Britain - Camp presenter Graham Norton liked to wear his elder sister’s clothes... [2008-12-07 Sunday Times]

http://entertainment.timesonline.co.uk/tol/arts_and_entertainment/tv_and_radio/article5299456.ece

December 07, 2008

Profile: Graham Norton

The camp presenter has struggled to find his niche at the BBC but taking over Wogan’s Eurovision slot should be just the ticket

Graham Norton wanted to be a zoo keeper but had to settle for the next best thing, a job as a chat show host. Now he is going one better by slipping into the shoes and brogue of Terry Wogan, a fellow Irishman, to preside as the BBC commentator on that outlandish bestiary known as the Eurovision song contest.

Wogan, 70, bowing out after 35 years, had complained that bloc voting meant the annual event was “no longer a music contest”. This should not unduly bother Norton, who happily compered How Do You Solve a Problem like Maria?, although critics said it was less a singing competition than 13 weeks’ free advertising for Andrew Lloyd Webber’s West End show The Sound of Music.

Aptly, the 45-year-old presenter’s last collaboration with Lloyd Webber was called I’d Do Anything – it was a contest to find stars for the stage show Oliver!. Yes, if you want a cheeky, innuendo-laden joker willing to promote the national lottery, Comic Relief or the plight of the Ethiopian wolf, in addition to hosting his own weekly programme, Norton is your man.

Few suspected that Norton’s mischievous cherub was slowly morphing into Uncle Tel. One of the first to spot the convergence was AA Gill, the Sunday Times television critic, who, noting in 2003 that Wogan was the “monkey wrench” of British broadcasting who could fit his jaws around any nutty format, suggested that the presenter’s self-deprecating act was essentially camp: “Turn up the falsetto a little and you’ve got Graham Norton.”

No one is camper than Norton, to his professed chagrin: “I used to look at Larry Grayson and think: oh my God, is that the future? I don’t want to be that person.” Gay teenagers, interviewed on television, have said the diminutive comic with his silk suits and flamboyant manner is too outré. “It broke my heart,” Norton said. “Because I would have been them.”

Recently there was another clue that the entertainer, who has sailed almost as close to the wind as Russell Brand, secretly hankered after Wogan’s warm mantle. He would like to end his career on a radio show, he told an interviewer, in preference to sitting in bed, “dribbling soup down myself” and watching television.

Not that he has any plans to take it easy, beyond walking his dogs, Bailey and Madge, at his homes in Wapping, east London, and Co Cork.
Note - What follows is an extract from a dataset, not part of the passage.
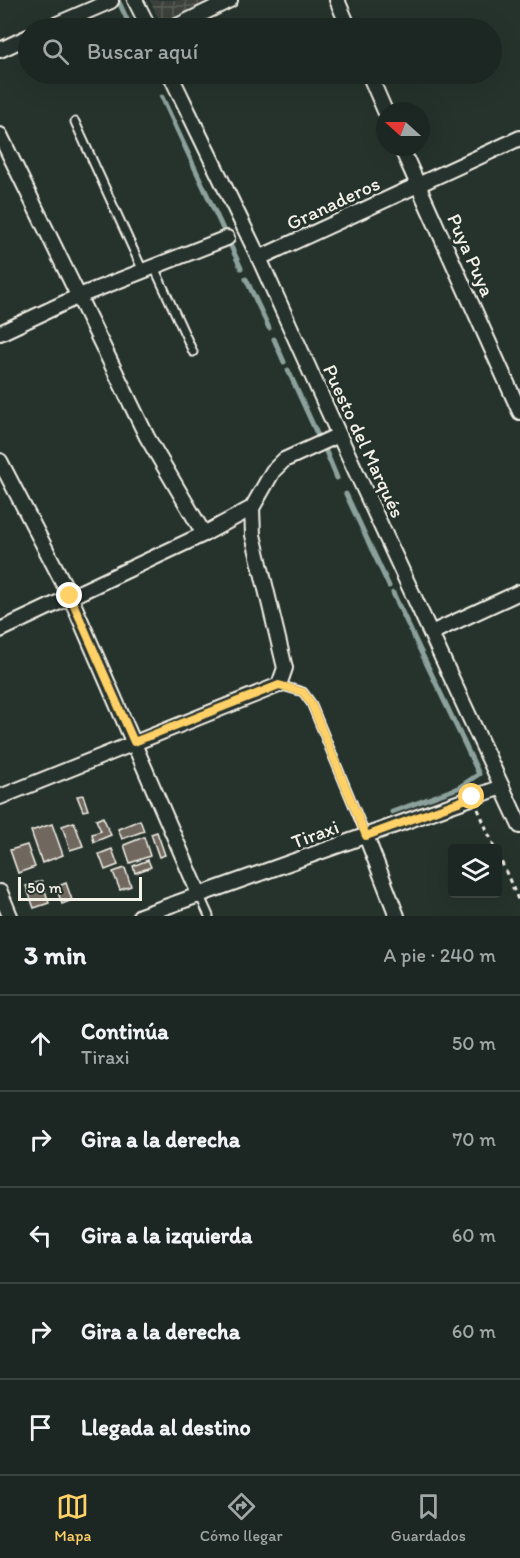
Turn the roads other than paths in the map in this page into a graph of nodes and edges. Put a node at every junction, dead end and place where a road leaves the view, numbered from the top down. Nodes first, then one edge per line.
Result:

Recently he flounced before the media in a red sequined dress, blonde wig and make-up as a foretaste of his appearance next month as the drag artist Zaza in the West End musical La Cage aux Folles. It would be, he predicted, “a late Christmas present for theatre critics”.

Yet for all his smutty double entendres, Norton mostly pulls off the trick of being likable and not outraging guests. On his previous Channel 4 shows he persuaded Cybill Shepherd to talk about where Elvis Presley kissed her, Dustin Hoffman to tell a dirty joke about Brigitte Bardot’s “muff” and Mo Mowlam to marry two dogs.
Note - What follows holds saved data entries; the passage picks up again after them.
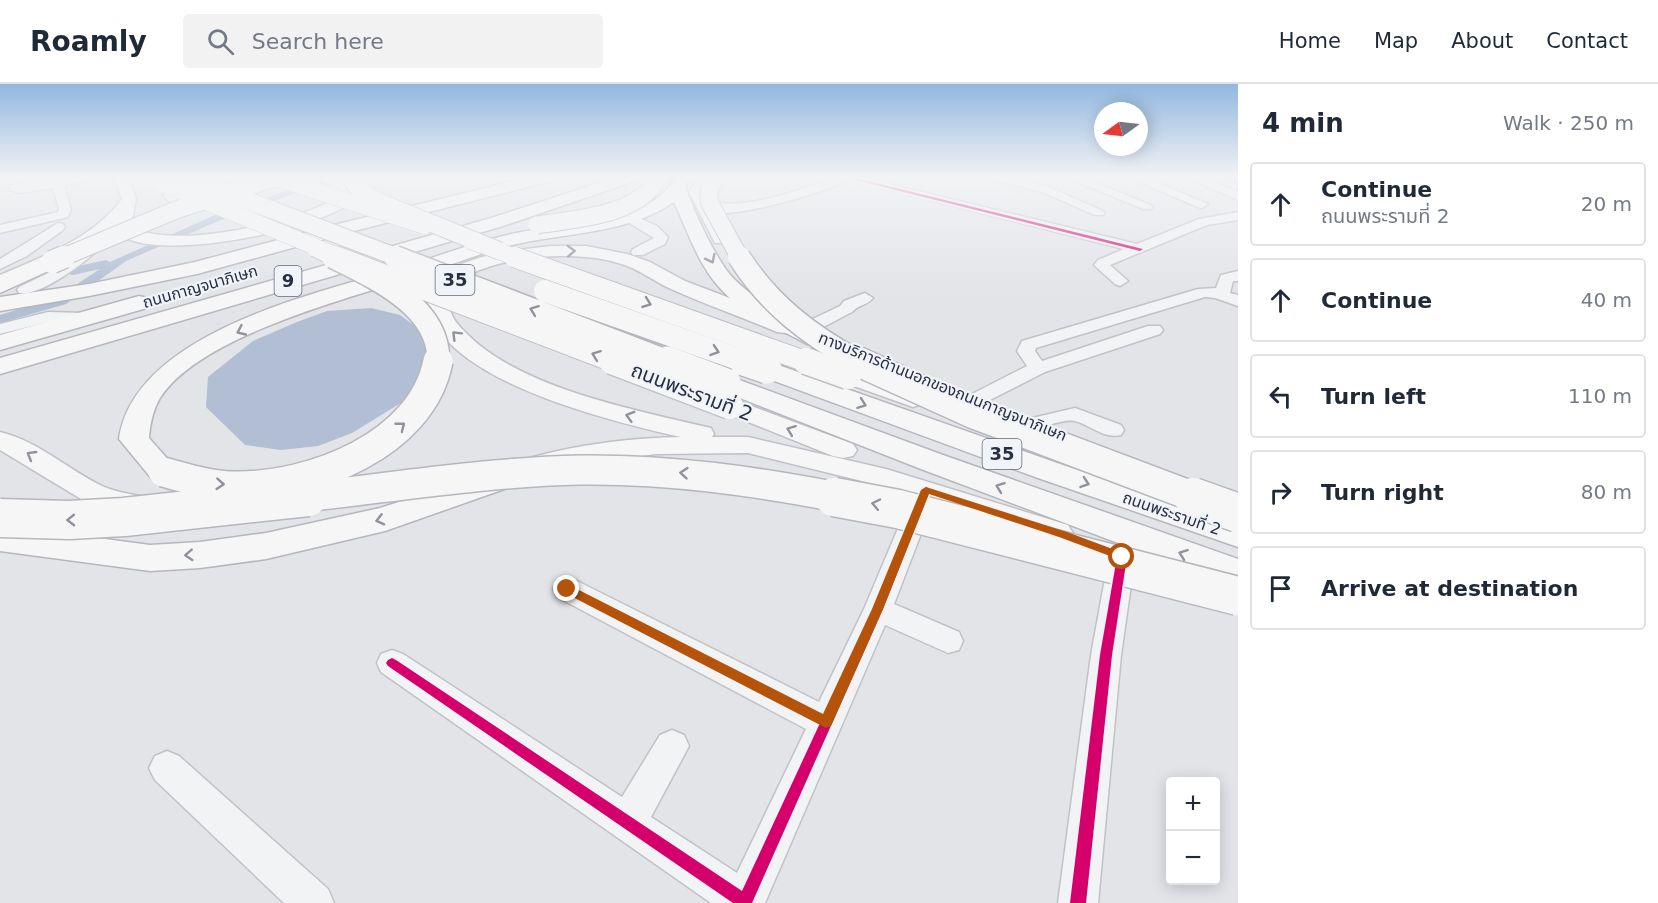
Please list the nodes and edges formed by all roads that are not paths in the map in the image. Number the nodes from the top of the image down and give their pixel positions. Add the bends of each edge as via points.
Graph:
1 (59, 215) edge
2 (116, 215) edge
3 (125, 215) edge
4 (156, 215) edge
5 (161, 215) edge
6 (233, 215) edge
7 (280, 215) edge
8 (310, 215) edge
9 (332, 215) edge
10 (374, 215) edge
11 (377, 215) edge
12 (382, 215) edge
13 (406, 215) edge
14 (441, 215) edge
15 (496, 215) edge
16 (502, 215) edge
17 (526, 215) edge
18 (585, 215) edge
19 (636, 215) edge
20 (689, 215) edge
21 (708, 215) edge
22 (717, 215) edge
23 (1003, 215) edge
24 (1238, 216) edge
25 (628, 218) junction
26 (489, 219) junction
27 (352, 222) junction
28 (58, 227) dead end
29 (122, 227) junction
30 (0, 229) edge
31 (98, 232) junction
32 (302, 246) junction
33 (1140, 249) junction
34 (638, 252) dead end
35 (486, 255) junction
36 (0, 266) edge
37 (395, 276) junction
38 (1238, 276) edge
39 (1120, 281) dead end
40 (0, 282) edge
41 (81, 286) junction
42 (0, 287) edge
43 (194, 287) dead end
44 (32, 294) junction
45 (0, 296) edge
46 (865, 298) dead end
47 (1230, 298) edge
48 (152, 299) dead end
49 (267, 302) junction
50 (0, 304) edge
51 (100, 314) junction
52 (0, 329) edge
53 (806, 329) junction
54 (1154, 330) dead end
55 (0, 343) edge
56 (81, 344) junction
57 (830, 346) junction
58 (0, 366) edge
59 (1038, 368) junction
60 (728, 395) junction
61 (964, 396) junction
62 (1035, 423) junction
63 (1113, 430) dead end
64 (0, 440) edge
65 (748, 445) junction
66 (555, 461) junction
67 (926, 490) junction
68 (1238, 497) edge
69 (1238, 508) edge
70 (1238, 513) edge
71 (0, 518) edge
72 (1063, 534) junction
73 (1238, 535) edge
74 (0, 538) edge
75 (1122, 557) junction
76 (1238, 574) edge
77 (567, 589) dead end
78 (1238, 596) edge
79 (1238, 601) edge
80 (878, 609) junction
81 (948, 641) dead end
82 (392, 663) dead end
83 (826, 722) junction
84 (672, 746) dead end
85 (167, 768) dead end
86 (628, 822) junction
87 (744, 902) edge
88 (314, 903) edge
89 (1078, 903) edge

1 - 30 street
2 - 31 main road
3 - 29 main road
4 - 29 street
5 - 42 highway, bridge
6 - 32 main road, ถนนพระรามที่ 2 / 35, bridge
60 -> 7 highway, ถนนพระรามที่ 2 / 35, bridge
8 - 29 main road via 254,230 179,241 148,239
9 -> 73 highway, ถนนพระรามที่ 2 / 35, bridge
10 - 27 highway
11 - 35 main road, ถนนพระรามที่ 2 / 35, bridge
12 - 27 highway
13 - 35 highway, bridge
14 - 43 highway, ถนนกาญจนาภิเษก / 9
15 - 26 highway, ถนนกาญจนาภิเษก
16 - 26 highway, ถนนกาญจนาภิเษก / 9
17 - 26 highway
18 - 49 highway, bridge via 477,238
19 - 25 highway
20 -> 57 highway via 727,284 758,308
21 - 53 main road, ทางบริการด้านนอกของถนนกาญจนาภิเษก via 749,288 773,310
22 - 70 highway, bridge via 753,278 773,302 810,332 860,362 946,402
23 - 33 street
24 - 33 street via 1204,222
25 - 34 street via 661,237 653,246
25 - 35 highway via 512,240
26 - 56 highway, ถนนกาญจนาภิเษก / 9
27 - 32 highway
27 - 41 highway via 108,275
28 - 36 street
31 - 40 main road
31 - 44 street via 98,242 83,257
37 -> 32 highway, bridge via 271,317 217,342 166,376 135,418 134,439 163,472 206,483 242,486 321,472 352,459 404,424 434,388 440,368 434,336 412,307 386,285
32 - 41 highway
32 - 51 highway via 147,291
60 -> 32 main road, ถนนพระรามที่ 2 / 35, bridge
33 - 39 street via 1101,265
35 - 37 highway
35 -> 57 main road via 579,250 621,257
65 -> 35 main road via 562,396 477,354 446,326 435,293 442,282
35 -> 69 main road, ถนนพระรามที่ 2 / 35, bridge
37 - 49 highway
38 - 47 street via 1226,278
41 - 44 highway
44 - 45 highway
44 - 50 highway
46 - 53 street
47 - 59 street via 1204,292 1028,345 1026,351
48 - 51 highway, ถนนกาญจนาภิเษก
49 - 56 highway
51 - 52 street via 48,317
51 - 55 highway, ถนนกาญจนาภิเษก
53 - 61 main road, ทางบริการด้านนอกของถนนกาญจนาภิเษก via 843,348
54 - 59 street
56 - 58 highway, ถนนกาญจนาภิเษก / 9
57 - 61 main road
59 - 61 street
72 -> 60 main road, ถนนพระรามที่ 2 / 35
76 -> 60 highway, ถนนพระรามที่ 2 / 35
61 - 62 main road, ทางบริการด้านนอกของถนนกาญจนาภิเษก
62 - 63 street via 1075,414
62 - 68 main road, ทางบริการด้านนอกของถนนกาญจนาภิเษก
66 -> 64 main road via 281,512 187,514 132,506 91,492
65 - 66 main road via 656,446
65 - 67 main road via 845,466
66 -> 74 highway via 385,519 266,546 150,558
67 - 72 main road
67 - 80 street
78 -> 71 highway, bridge via 853,499 724,477 648,471 505,475 114,518
72 - 75 main road, ถนนพระรามที่ 2 / 35
75 - 79 main road, ถนนพระรามที่ 2 / 35
75 - 89 street via 1106,655
77 - 83 street
80 - 81 street
80 - 83 street
82 - 86 street
83 - 87 street
84 - 86 street
85 - 88 street
86 - 87 street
“His main strength is that he doesn’t offend people, however rude he gets,” said Helen Hawkins, the Sunday Times Culture editor, who has followed Norton’s career since he was a stand-up comedian in Edinburgh in 1992. “That’s a gift he has managed to parlay into becoming the acceptable face of cheek. It seems he’s now getting elder statesman status.”

Norton’s friend Simon Fanshawe, the writer and broadcaster, believes that he falls into England’s grand tradition of camp entertainers: “But he’s not just ‘a poof off the telly’, as he would say. He has a sharp mind and an eagle eye for thinking through an idea.
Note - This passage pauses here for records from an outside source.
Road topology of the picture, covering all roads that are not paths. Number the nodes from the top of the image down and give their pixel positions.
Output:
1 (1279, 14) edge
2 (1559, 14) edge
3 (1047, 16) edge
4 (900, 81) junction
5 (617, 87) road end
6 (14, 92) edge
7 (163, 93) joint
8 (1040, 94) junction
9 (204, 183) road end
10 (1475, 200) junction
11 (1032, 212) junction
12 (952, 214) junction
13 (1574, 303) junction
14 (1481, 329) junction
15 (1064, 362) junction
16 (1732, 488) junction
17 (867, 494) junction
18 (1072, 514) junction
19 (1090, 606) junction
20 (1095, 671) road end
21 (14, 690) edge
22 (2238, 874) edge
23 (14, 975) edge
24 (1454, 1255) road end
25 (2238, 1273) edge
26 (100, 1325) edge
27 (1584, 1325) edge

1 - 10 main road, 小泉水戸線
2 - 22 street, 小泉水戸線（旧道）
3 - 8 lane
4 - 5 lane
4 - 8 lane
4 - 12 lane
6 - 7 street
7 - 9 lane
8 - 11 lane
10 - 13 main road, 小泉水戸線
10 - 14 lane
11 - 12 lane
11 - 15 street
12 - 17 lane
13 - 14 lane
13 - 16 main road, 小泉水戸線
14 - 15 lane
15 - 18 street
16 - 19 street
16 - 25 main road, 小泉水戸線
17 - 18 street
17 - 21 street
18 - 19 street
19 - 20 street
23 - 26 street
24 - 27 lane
“The thing that strikes me about his humour is the certainty of purpose about what he does. He doesn’t hold back. He will always go to the heart of something by exposing its weakness or vulnerability. I put that down to his mother, who was extraordinarily direct.”

In person, Norton comes across as “normal” and not relentlessly funny; at ease with his clamouring fans but not craving attention. However, one female interviewer found him “more insecure about his looks than any woman I’ve come across” – significantly, he chose a mirror as a luxury when he appeared on Desert Island Discs.

Although coy about receiving the Eurovision accolade – “someone has to do it” – Norton has been edging closer to the event since 2007, when he hosted the first annual Eurovision dance contest, followed by an announcement last October that he would present Your Country Needs You, the UK’s competition to find a song for next year’s Eurovision song contest, to be held in Moscow.

He was born Graham Walker (another Graham Walker on Equity’s books prompted the name change) on April 4, 1963, in Clondalkin, just outside Dublin. His late father, Billy, was “a gentle man” whose job as a Guinness sales rep kept the Protestant family on the move. His mother, Rhoda, worked for the local Mothers’ Union.

In his 2004 autobiography, So Me, Norton confessed to wetting the bed until he was nine or 10, although he was not conscious of feeling unhappy. He was also a cross-dresser who liked to wear his elder sister’s clothes. “I would sit around the house like a tiny transvestite,” he said.

At 12 he was sent to a boarding school in the Protestant enclave of Bandon, in west Cork, where he excelled in plays and debates, although contemporaries saw him as distant. He felt effeminate: “I got mistaken for a girl a lot because I had long hair.”

He was 16 when, on an exchange trip to Toulouse, he had his first gay affair, with Jules, his “blond and clean” young host. Norton was traumatised as the implications sank in: “I don’t think anyone wants to be gay. I thought I’d be a social pariah. Back then, if you saw a gay man in a film he was a baddie.”

Desperate to leave school, he took a job in a pottery. He was supposed to make ceramic brooches but proved “so hopeless” that he ended up peeling apples for £1 an hour.

Despite a poor set of A-levels, he won a place at University College, Cork, to study English and French. During a summer vacation in France he was seduced by a female tutor, but his delight at being “back on the heterosexual team” was tempered by her voiced suspicion that he was gay. When she slept with someone else, he fled to London, where he became a waiter and realised “there was a whole variety of lives to be led”.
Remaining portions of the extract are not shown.